Read the full abstract on PubMed
Practical Takeaways
- •This basic science research demonstrates that FSH glycosylation structure directly affects how granulosa cells respond at the molecular level; practitioners involved in equine reproduction should recognize that equine FSH has unique biochemical properties compared to human-derived formulations.
- •The findings suggest that when using FSH products (whether endogenous equine FSH or exogenous human preparations) in reproductive management, the specific glycoform composition may influence ovarian cell behavior and treatment outcomes—consideration for standardization and consistency in breeding programs.

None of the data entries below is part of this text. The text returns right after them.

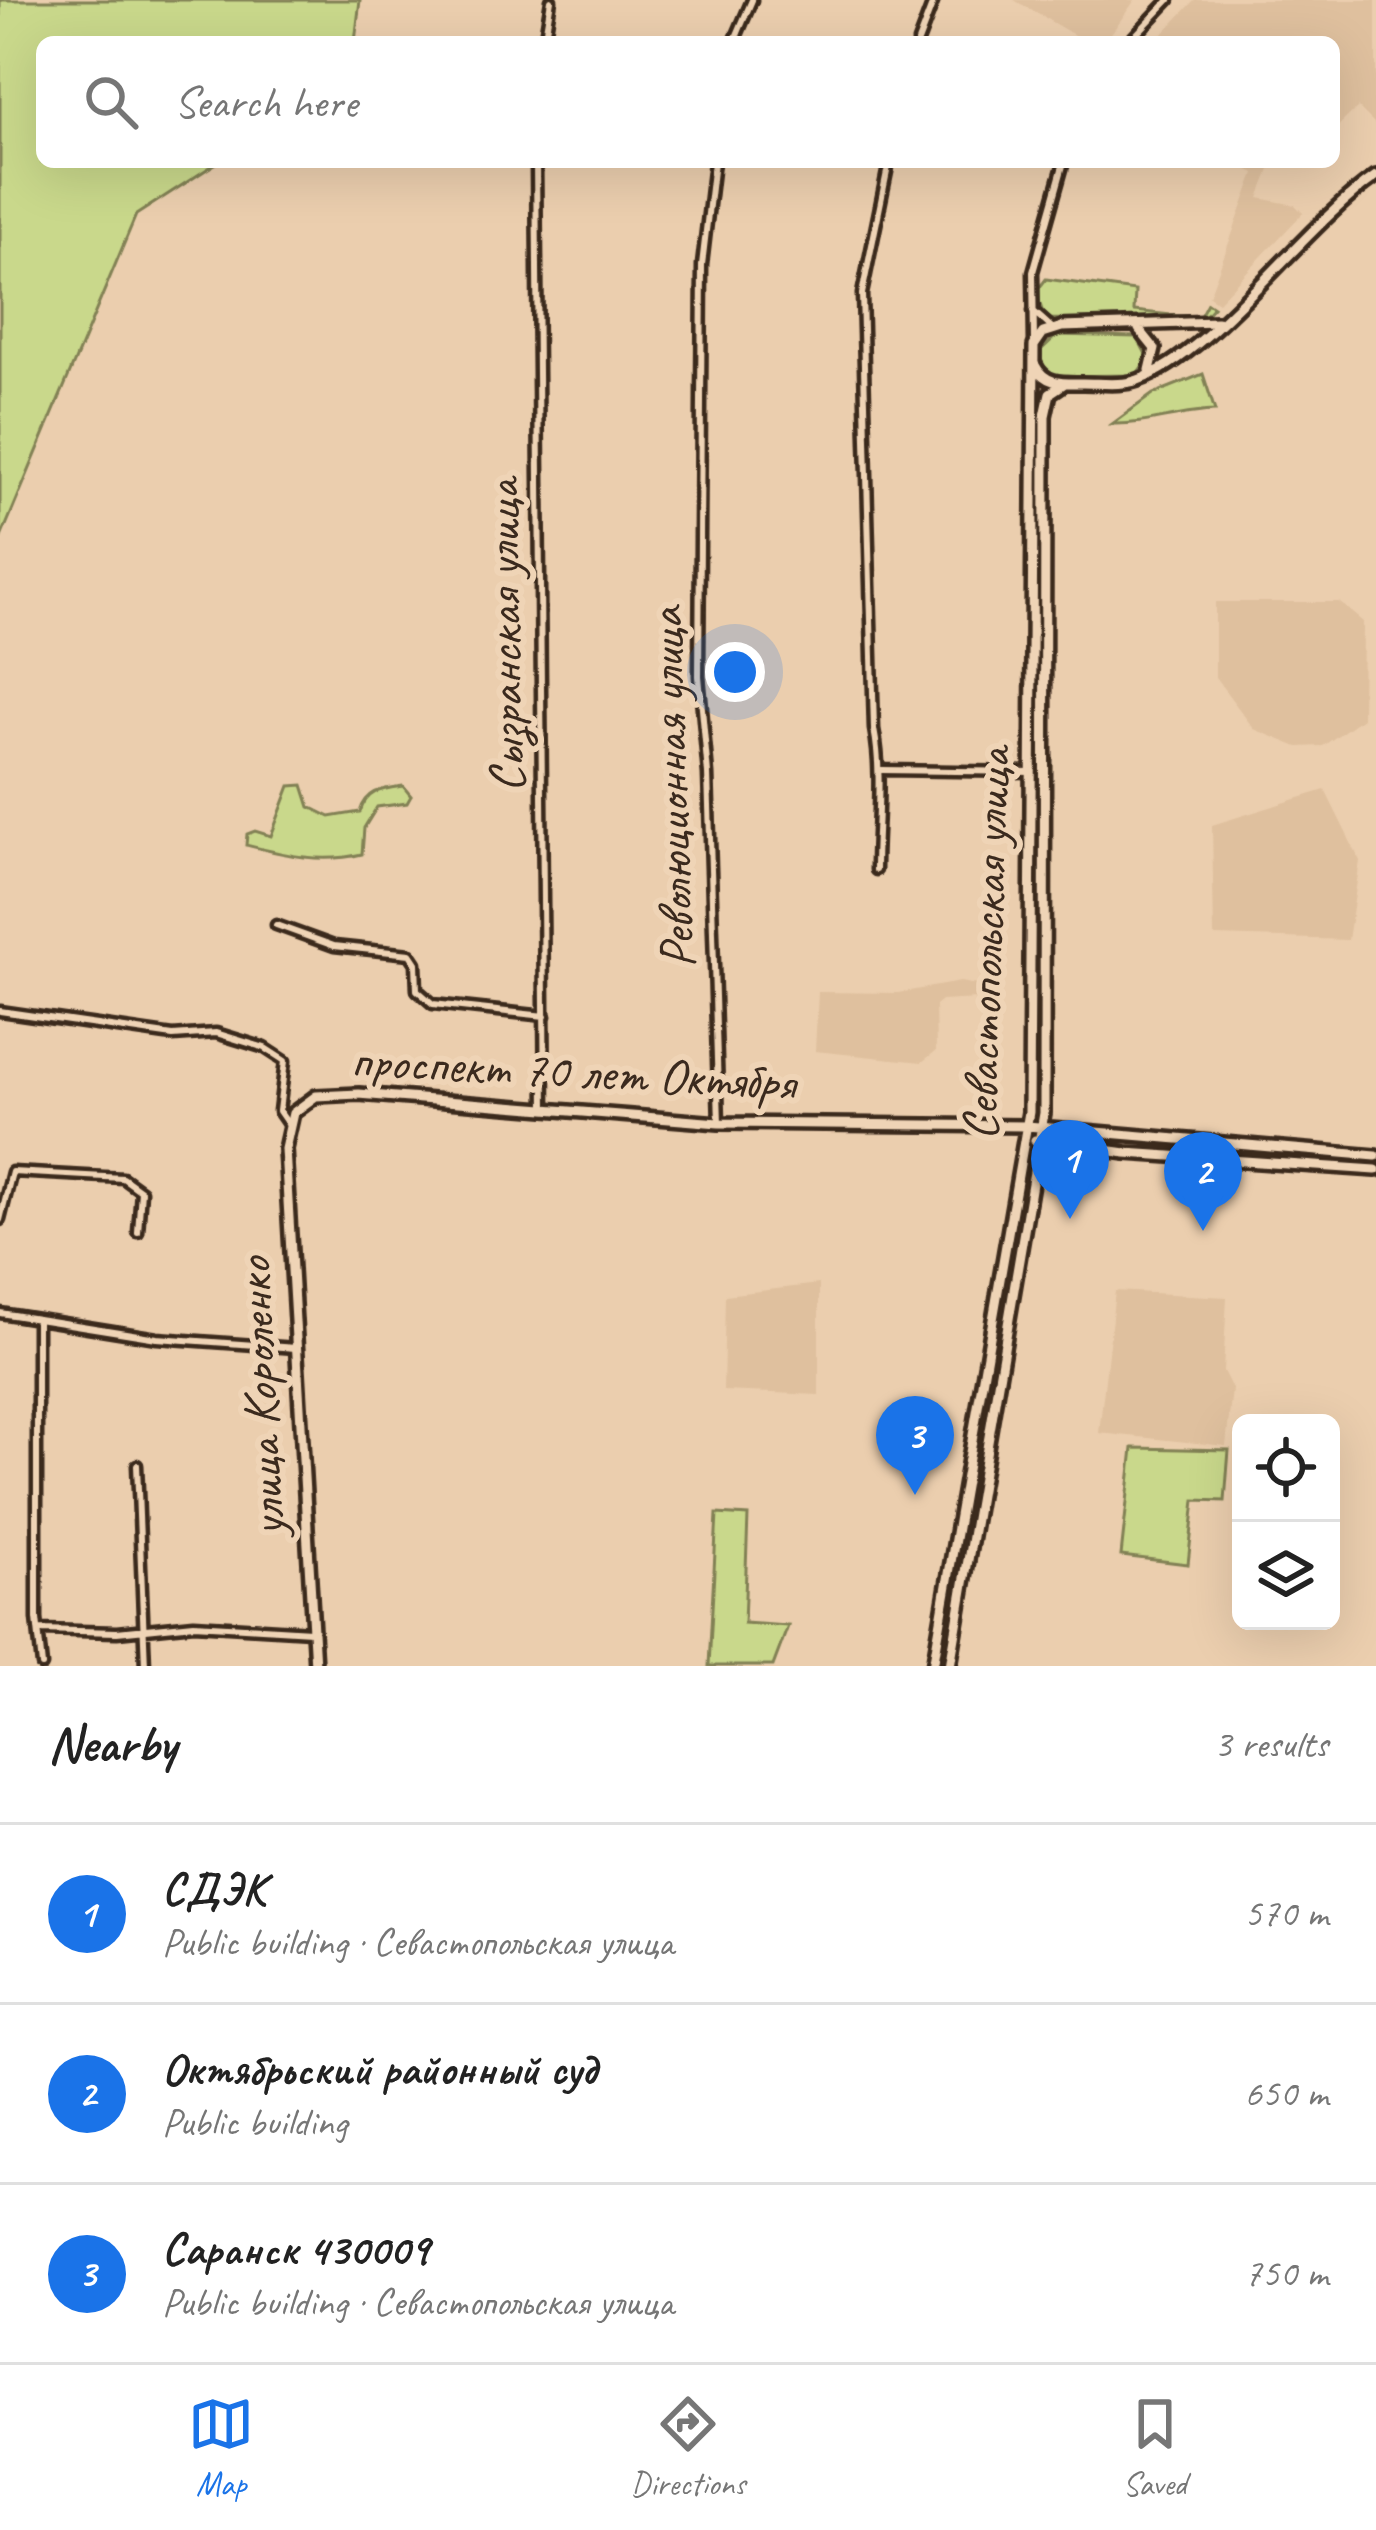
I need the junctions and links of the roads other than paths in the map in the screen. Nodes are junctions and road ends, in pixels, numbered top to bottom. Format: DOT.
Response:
graph roads {
  1 [pos="551,0"];
  2 [pos="752,0"];
  3 [pos="934,0"];
  4 [pos="1169,0"];
  5 [pos="545,36"];
  6 [pos="737,36"];
  7 [pos="920,36"];
  8 [pos="1136,36"];
  9 [pos="536,168"];
  10 [pos="713,168"];
  11 [pos="888,168"];
  12 [pos="1062,168"];
  13 [pos="1376,176"];
  14 [pos="1031,308"];
  15 [pos="1217,322"];
  16 [pos="1052,328"];
  17 [pos="1130,328"];
  18 [pos="1034,346"];
  19 [pos="1034,360"];
  20 [pos="1143,379"];
  21 [pos="1065,383"];
  22 [pos="882,770"];
  23 [pos="1030,772"];
  24 [pos="1045,772"];
  25 [pos="876,870"];
  26 [pos="276,925"];
  27 [pos="1030,941"];
  28 [pos="1045,941"];
  29 [pos="1046,981"];
  30 [pos="1030,982"];
  31 [pos="0,1011"];
  32 [pos="545,1016"];
  33 [pos="545,1110"];
  34 [pos="719,1123"];
  35 [pos="288,1124"];
  36 [pos="1026,1132"];
  37 [pos="1042,1134"];
  38 [pos="1243,1146"];
  39 [pos="1347,1154"];
  40 [pos="1376,1156"];
  41 [pos="1246,1161"];
  42 [pos="1346,1168"];
  43 [pos="1376,1170"];
  44 [pos="0,1220"];
  45 [pos="138,1232"];
  46 [pos="0,1313"];
  47 [pos="37,1319"];
  48 [pos="296,1348"];
  49 [pos="136,1465"];
  50 [pos="40,1630"];
  51 [pos="144,1631"];
  52 [pos="313,1631"];
  53 [pos="42,1666"];
  54 [pos="145,1666"];
  55 [pos="315,1666"];
  56 [pos="933,1666"];
  57 [pos="950,1666"];
  1 -- 5 [label="street"];
  2 -- 6 [label="street"];
  3 -- 7 [label="street"];
  4 -- 8 [label="street"];
  9 -- 32 [label="street, Сызранская улица"];
  10 -- 34 [label="street, Революционная улица"];
  11 -- 22 [label="street"];
  12 -- 14 [label="street"];
  13 -- 15 [label="street"];
  14 -- 16 [label="street"];
  14 -- 18 [label="street"];
  15 -- 17 [label="street"];
  15 -- 20 [label="street"];
  16 -- 17 [label="street"];
  16 -- 18 [label="street"];
  17 -- 20 [label="street"];
  18 -- 19 [label="street, Севастопольская улица"];
  19 -- 21 [label="street"];
  19 -- 23 [label="street, Севастопольская улица"];
  20 -- 21 [label="street"];
  21 -- 24 [label="street, Севастопольская улица"];
  22 -- 23 [label="street"];
  22 -- 25 [label="street"];
  23 -- 24 [label="street"];
  23 -- 27 [label="street, Севастопольская улица"];
  24 -- 28 [label="street, Севастопольская улица"];
  26 -- 32 [label="street"];
  27 -- 28 [label="street"];
  27 -- 30 [label="street, Севастопольская улица"];
  28 -- 29 [label="street, Севастопольская улица"];
  29 -- 30 [label="street"];
  29 -- 37 [label="street, Севастопольская улица"];
  30 -- 36 [label="street, Севастопольская улица"];
  31 -- 35 [label="street, проспект 70 лет Октября"];
  32 -- 33 [label="street, Сызранская улица"];
  33 -- 34 [label="street, проспект 70 лет Октября"];
  33 -- 35 [label="street, проспект 70 лет Октября"];
  34 -- 36 [label="street, проспект 70 лет Октября"];
  35 -- 48 [label="street, улица Короленко"];
  36 -- 37 [label="street, проспект 70 лет Октября"];
  36 -- 56 [label="street, Севастопольская улица"];
  37 -- 38 [label="street, проспект 70 лет Октября"];
  37 -- 41 [label="street, проспект 70 лет Октября"];
  37 -- 57 [label="street, Севастопольская улица"];
  38 -- 39 [label="street, проспект 70 лет Октября"];
  38 -- 41 [label="street"];
  39 -- 40 [label="street, проспект 70 лет Октября"];
  39 -- 42 [label="street"];
  41 -- 42 [label="street, проспект 70 лет Октября"];
  42 -- 43 [label="street, проспект 70 лет Октября"];
  44 -- 45 [label="street"];
  46 -- 47 [label="street"];
  47 -- 48 [label="street"];
  47 -- 50 [label="street"];
  48 -- 52 [label="street, улица Короленко"];
  49 -- 51 [label="street"];
  50 -- 51 [label="street"];
  50 -- 53 [label="street"];
  51 -- 52 [label="street"];
  51 -- 54 [label="street"];
  52 -- 55 [label="street, улица Короленко"];
}
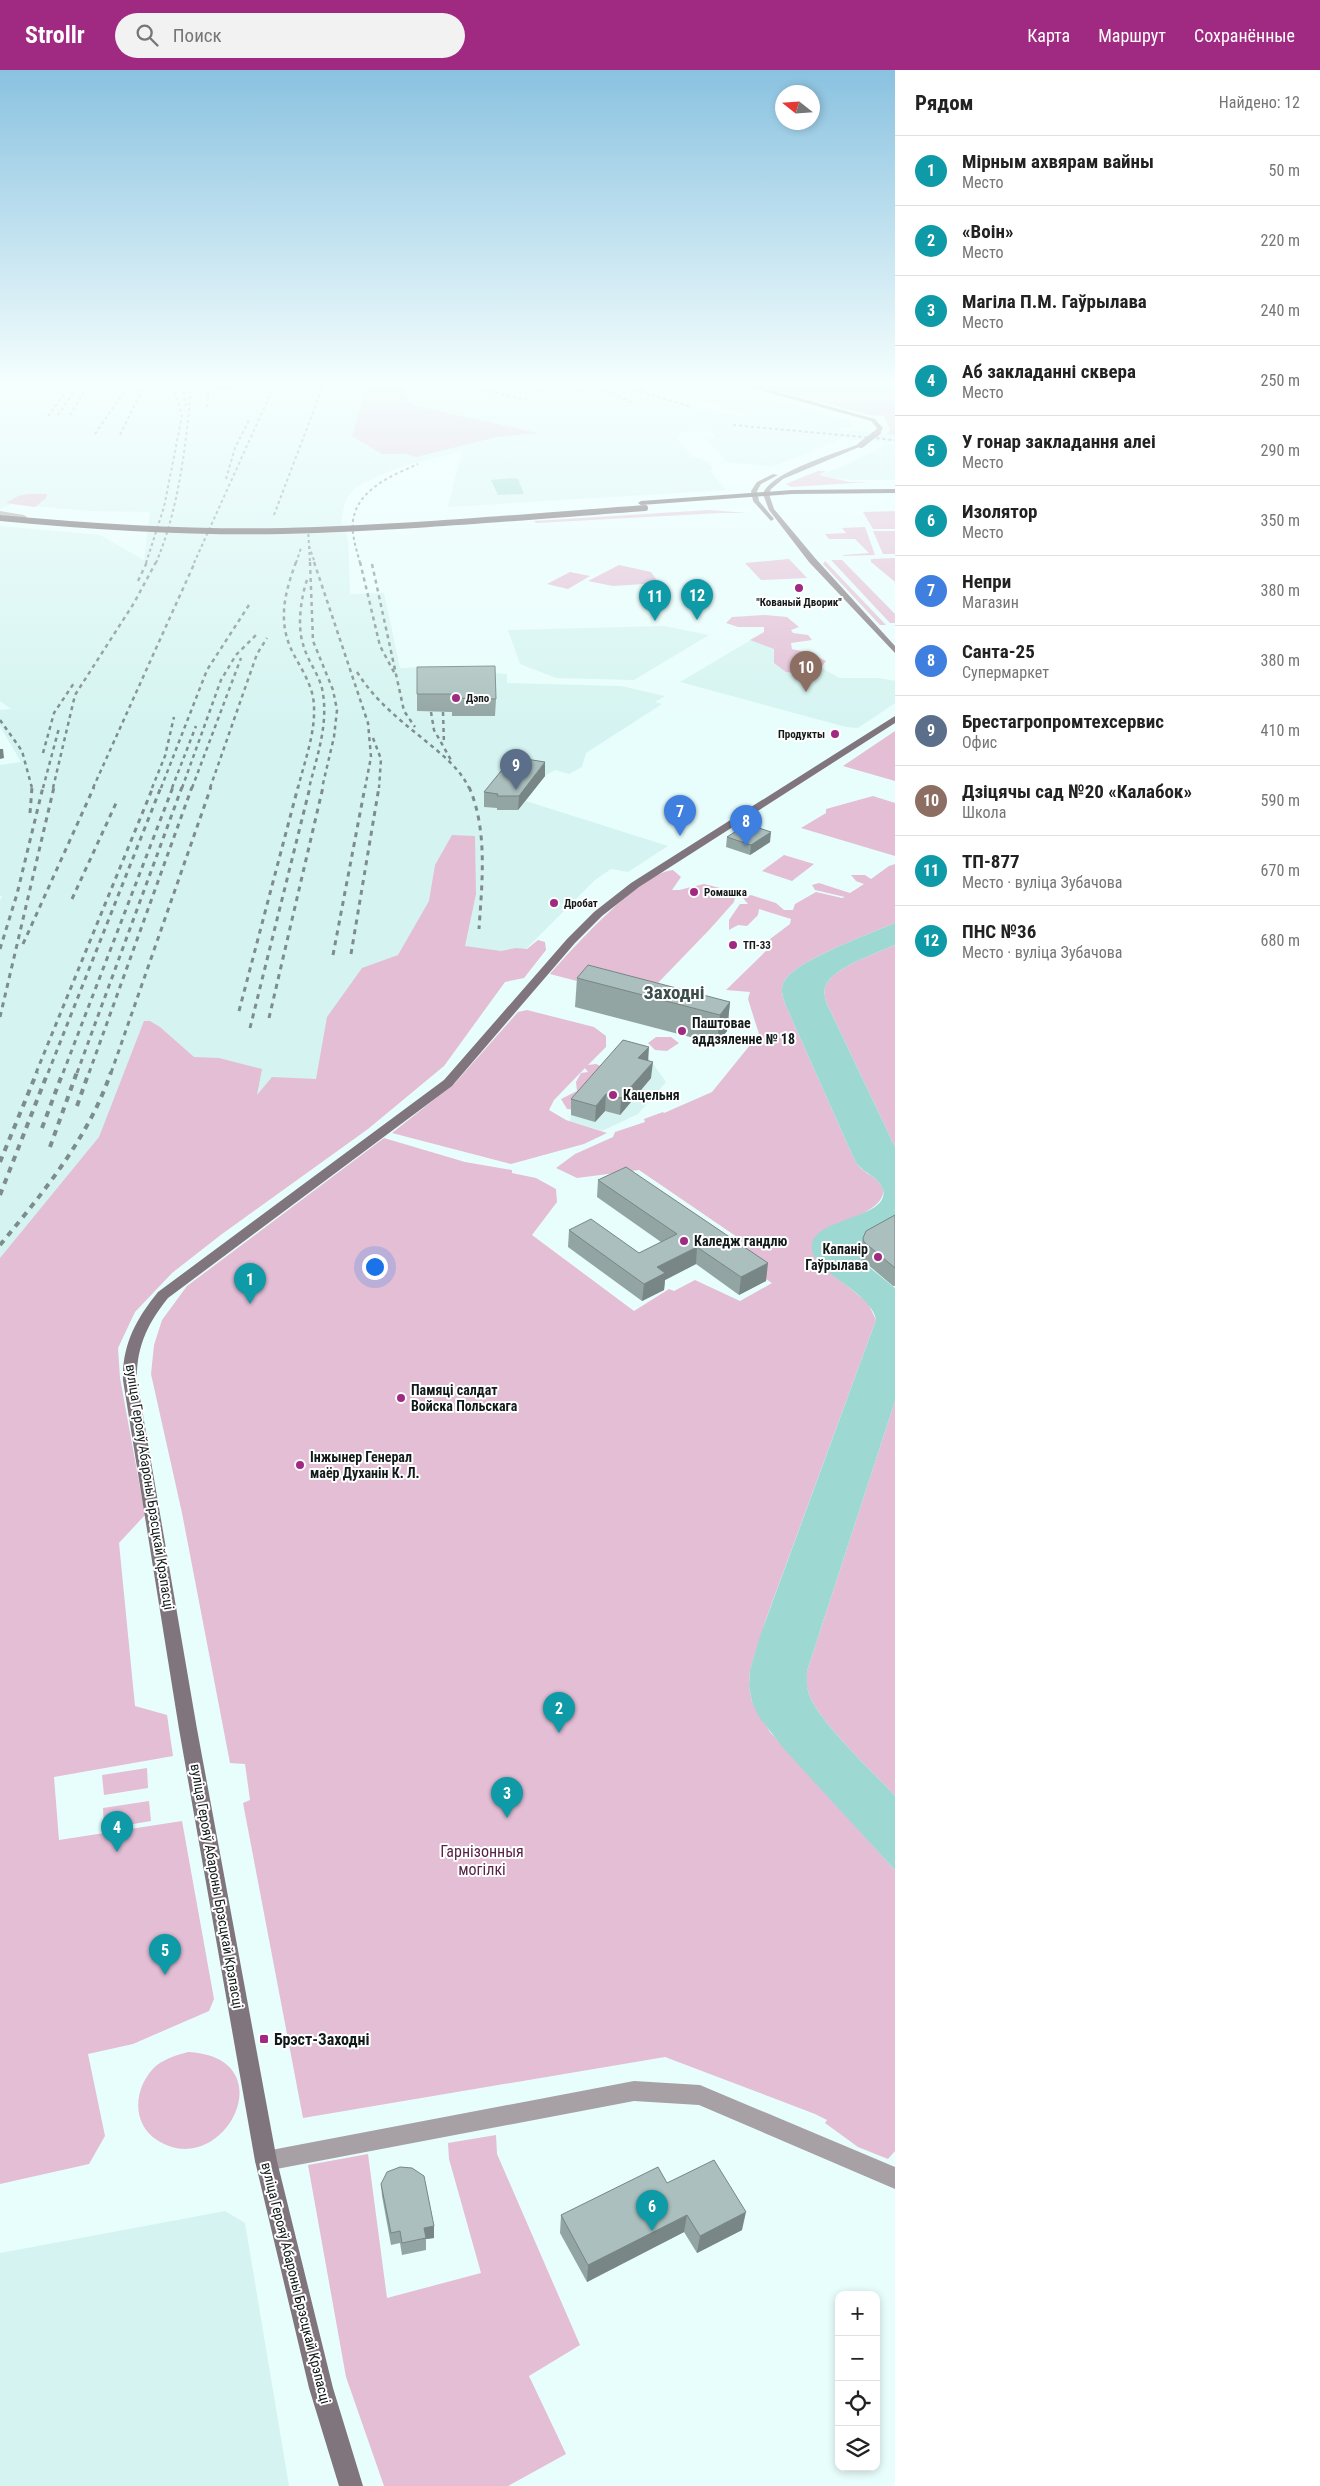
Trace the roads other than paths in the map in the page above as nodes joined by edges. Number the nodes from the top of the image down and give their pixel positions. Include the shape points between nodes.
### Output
1 (755, 498) edge
2 (745, 499) edge
3 (768, 499) edge
4 (643, 506) junction
5 (0, 513) edge
6 (0, 518) edge
7 (69, 522) dead end
8 (812, 560) junction
9 (895, 651) edge
10 (895, 719) edge
11 (266, 2161) junction
12 (895, 2178) edge
13 (351, 2486) edge

1 - 8 main road via 780,530
2 - 4 highway
3 - 8 main road via 771,509
4 - 5 highway via 275,526 128,524
4 - 6 highway, bridge via 392,526 274,531 124,528
5 - 7 street
8 - 9 main road
10 - 11 main road, вуліца Герояў Абароны Брэсцкай Крэпасці via 635,885 598,914 448,1083 185,1278 163,1296 136,1335 130,1353 130,1380 188,1729
11 - 12 street via 634,2091 700,2094
11 - 13 main road, вуліца Герояў Абароны Брэсцкай Крэпасці via 321,2388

- •Understanding that different FSH sources activate distinct intracellular signaling pathways provides mechanistic insight into why equine FSH products may produce different superovulation responses compared to recombinant human FSH in clinical applications.
Key Findings
- •Four FSH glycoforms with different glycosylation patterns produced distinct transcriptome profiles in cultured rat granulosa cells, with only 0.6% of top 200 differentially expressed genes shared at 6 hours but 40% shared at 12 hours.
- •Each FSH glycoform exhibited unique patterns of biological process activation, with recFSH showing the strongest and most glycoform-specific responses at 12 hours.
- •FSH glycoforms differentially activated cAMP-PKA, MAPK, and PI3/AKT signaling pathways, with each glycoform displaying a distinct molecular signature.
- •Equine FSH demonstrated different temporal patterns of gene regulation compared to human pituitary and recombinant FSH forms, suggesting species-specific glycosylation effects on cellular responses.